Observing report - Moon passes Pleiades
Although I did not expect to be able to see the Pleiades just a few minutes after civil sunset, at 6:00pm I put a small 60mm refractor on the Moon and was rewarded with a nice view of a shadow ray in Clavius on the Moon and 5 Pleiadan stars shining from a steel blue-grey sky. Taygetae 19 Tau, Mai 20 Tau, Electra 17 Tau, a fainter Celaneo 16 Tau and the Moon were visible in a 1.2 deg TFOV. One field away, Alycone 25 Tau and Merope 23 Tau could be seen. At 6:03pm, Taygeta winked off during ingress behind the dark limb. Celaneo 20 was a lunar grazer that passed a few arc minutes below the south pole and terminator, but was never obscured. The sky color was quite pleasing and I think in the future I will look at the Moon under similar conditions instead of waiting for it to get dark. By 6:15pm, Maia 20 Tau was just beginning its own lunar south pole graze. I packed it up for while. At 6:55pm, I again set up the small refractor to watch egress of two Pleiaden stars on the bright limb.
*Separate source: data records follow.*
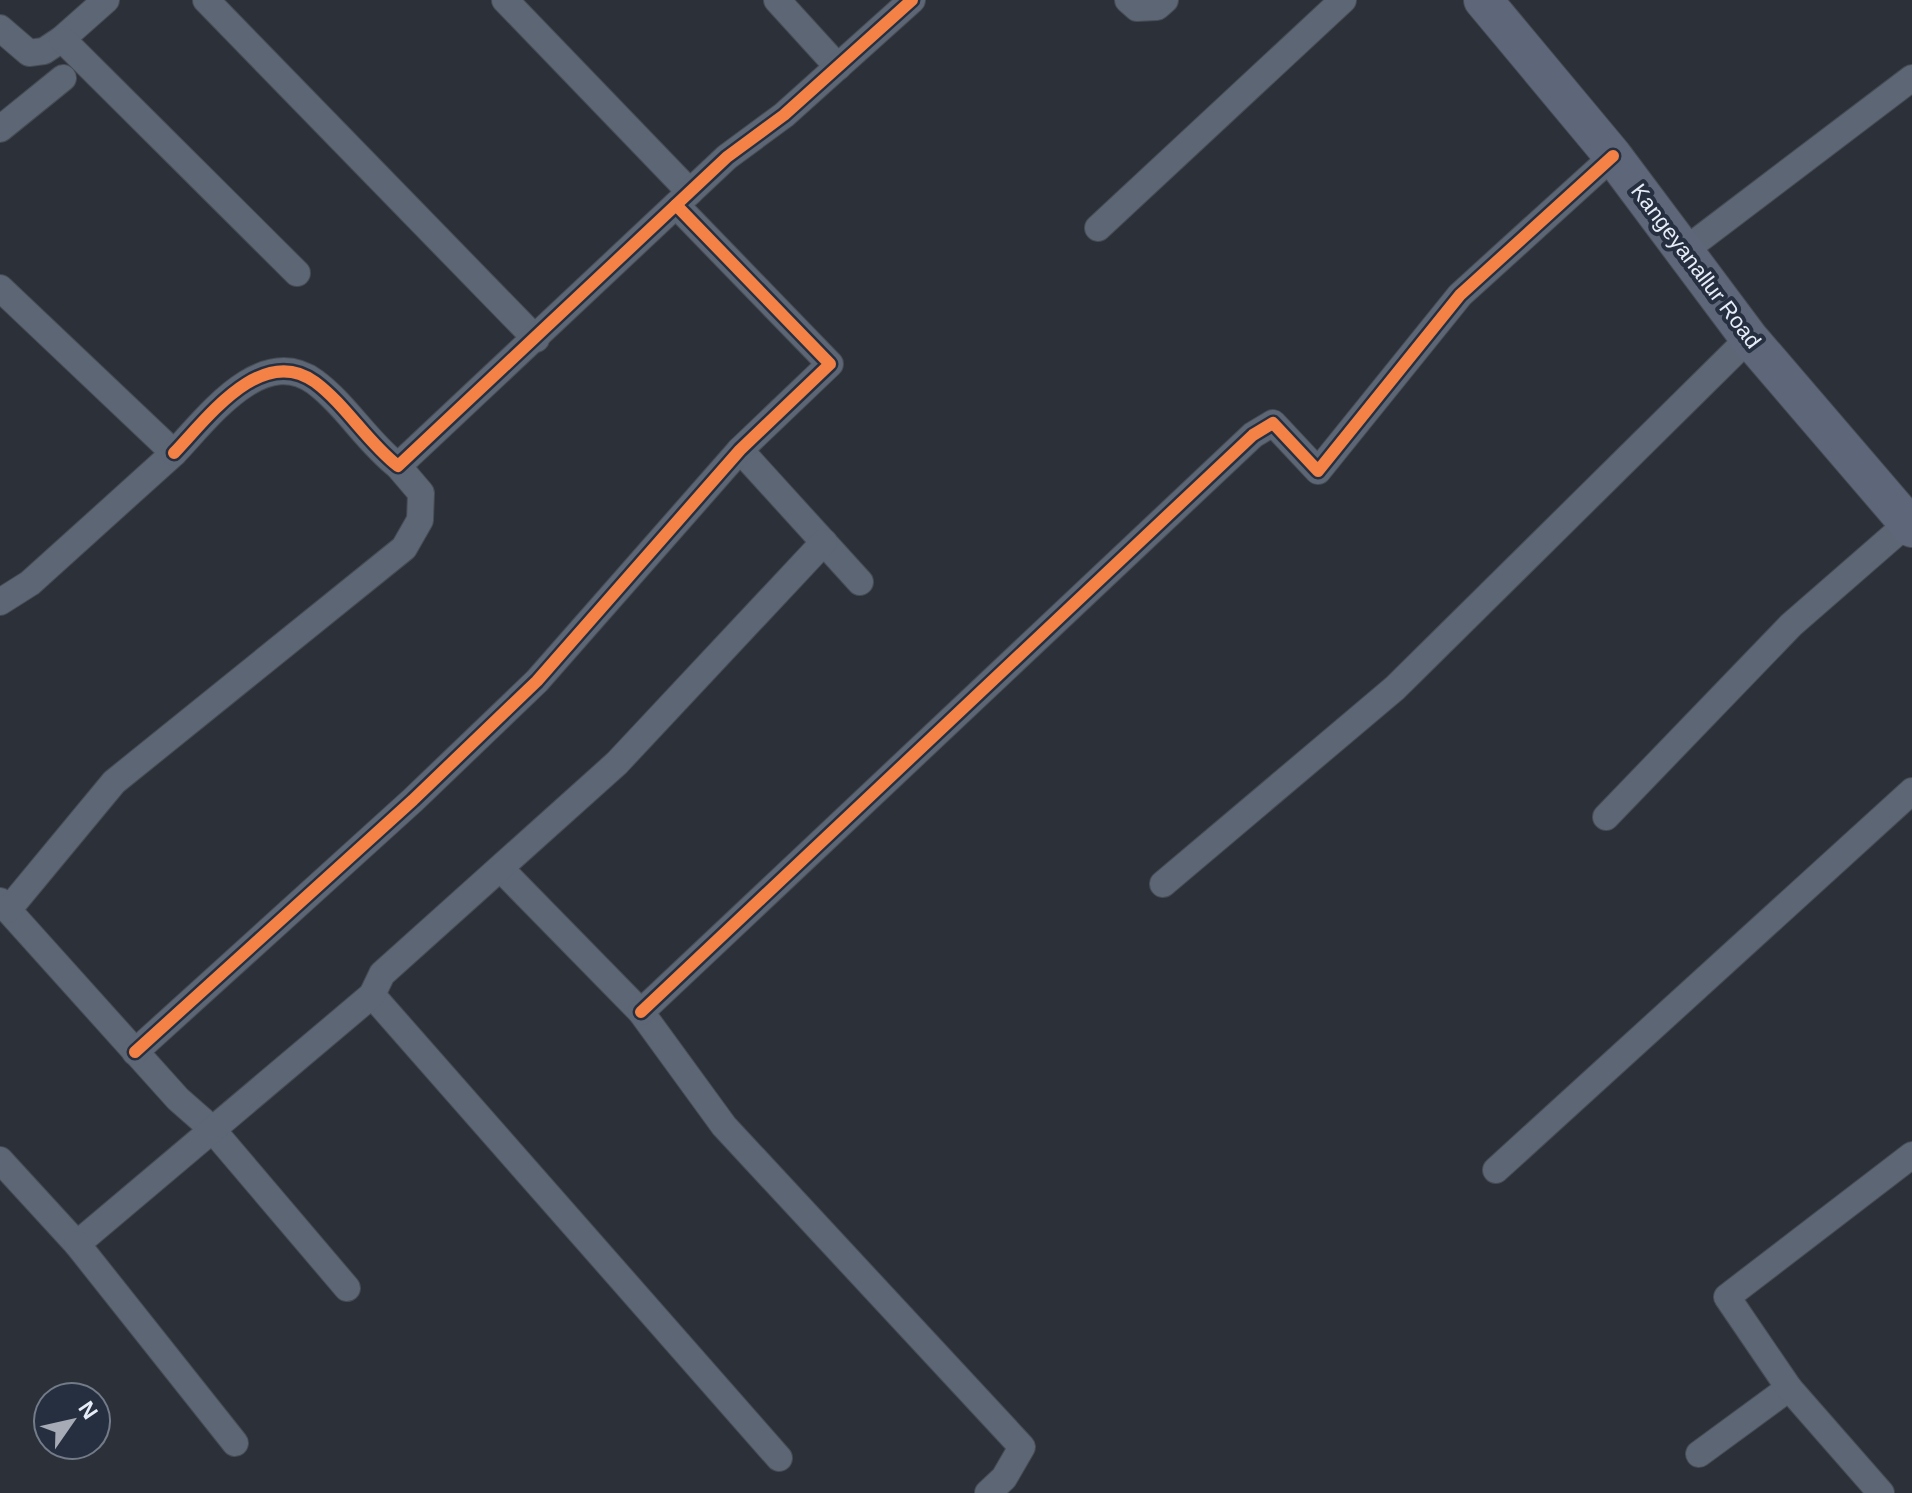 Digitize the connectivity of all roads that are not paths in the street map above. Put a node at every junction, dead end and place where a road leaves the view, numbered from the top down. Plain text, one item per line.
1 (106, 0) edge
2 (206, 0) edge
3 (505, 0) edge
4 (777, 0) edge
5 (912, 0) edge
6 (1128, 0) edge
7 (1165, 0) edge
8 (1343, 0) edge
9 (1483, 0) edge
10 (0, 28) edge
11 (62, 39) junction
12 (838, 67) junction
13 (63, 78) dead end
14 (1912, 78) edge
15 (0, 129) edge
16 (1613, 156) junction
17 (683, 199) junction
18 (1098, 228) dead end
19 (1684, 251) junction
20 (297, 273) dead end
21 (0, 288) edge
22 (1749, 338) junction
23 (536, 339) junction
24 (740, 450) junction
25 (174, 453) junction
26 (398, 466) junction
27 (1910, 526) edge
28 (824, 542) junction
29 (860, 582) dead end
30 (6, 589) edge
31 (1912, 791) edge
32 (1606, 817) dead end
33 (501, 869) junction
34 (1163, 884) dead end
35 (4, 905) edge
36 (372, 995) junction
37 (641, 1012) junction
38 (135, 1052) junction
39 (211, 1128) junction
40 (1912, 1155) edge
41 (0, 1160) edge
42 (1496, 1170) dead end
43 (77, 1244) junction
44 (347, 1288) dead end
45 (1789, 1388) junction
46 (235, 1443) dead end
47 (1699, 1454) dead end
48 (779, 1458) dead end
49 (988, 1493) edge
50 (1881, 1493) edge

1 - 11 street
2 - 23 street
3 - 17 street
4 - 12 street
5 - 12 street
6 - 7 street
8 - 18 street
9 - 16 street, Kangeyanallur Road
10 - 11 street
11 - 20 street
12 - 17 street
13 - 15 street
14 - 19 street
16 - 19 street, Kangeyanallur Road
16 - 37 street
17 - 23 street
17 - 24 street
19 - 22 street, Kangeyanallur Road
21 - 25 street
22 - 27 street, Kangeyanallur Road
22 - 34 street
23 - 26 street
24 - 28 street
24 - 38 street
25 - 26 street
25 - 30 street
26 - 35 street
27 - 32 street
28 - 29 street
28 - 33 street
31 - 42 street
33 - 36 street
33 - 37 street
35 - 38 street
36 - 39 street
36 - 48 street
37 - 49 street
38 - 39 street
39 - 43 street
39 - 44 street
40 - 45 street
41 - 43 street
43 - 46 street
45 - 47 street
45 - 50 street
Mai 20 Tau was ending its wide-field graze-pass of the south pole. At about 7:00pm, I took a break from the eyepiece, looked up and there was a great pass by the ISS at about -2 mags from the northwest to the south east at about 35 degs alt. (Checked and it shows up on the NASA ISS Sighting Calculator. I had not thought to check for ISS overflights tonight.) A few minutes later, fainter 5.6v 18 Tau egressed on the bright limb. With 60mm of aperture, I did not see the moment of egress. It was overwhelmed by bright limb. About five minutes after egress it was sufficiently far (2 or 3 arcminutes) from the bright limb to be detected. This was a rare nice observing day for me: At 5am, I went out and took a look at Comet Lulin, a peak at Saturn and the "Y" shaped Struve 761-762 system around sigma Orion. Around 11:30am, a quick peak for small prominences off the Sun's limb with the PST. 6pm - Moon and an occulted star ingress. 7pm - Satellite overpass and an occulted star egress. I decided to pass looking for Comet Kushida in Tau. The Moon was within 20 degrees and it did not seem to be worth the trouble, but I see Patrick got an image. Overslept on the 1:22am Vandenberg launch. - Kurt Some background reading: Weaver, H.R. 1947. The Visibility of Stars without Optical Aid. (Visibility of stars near sunset.) http://adsabs.harvard.edu/abs/1947PASP...59..232W
On 04 Feb 2009, at 02:33, Canopus56 wrote:
Overslept on the 1:22am Vandenberg launch.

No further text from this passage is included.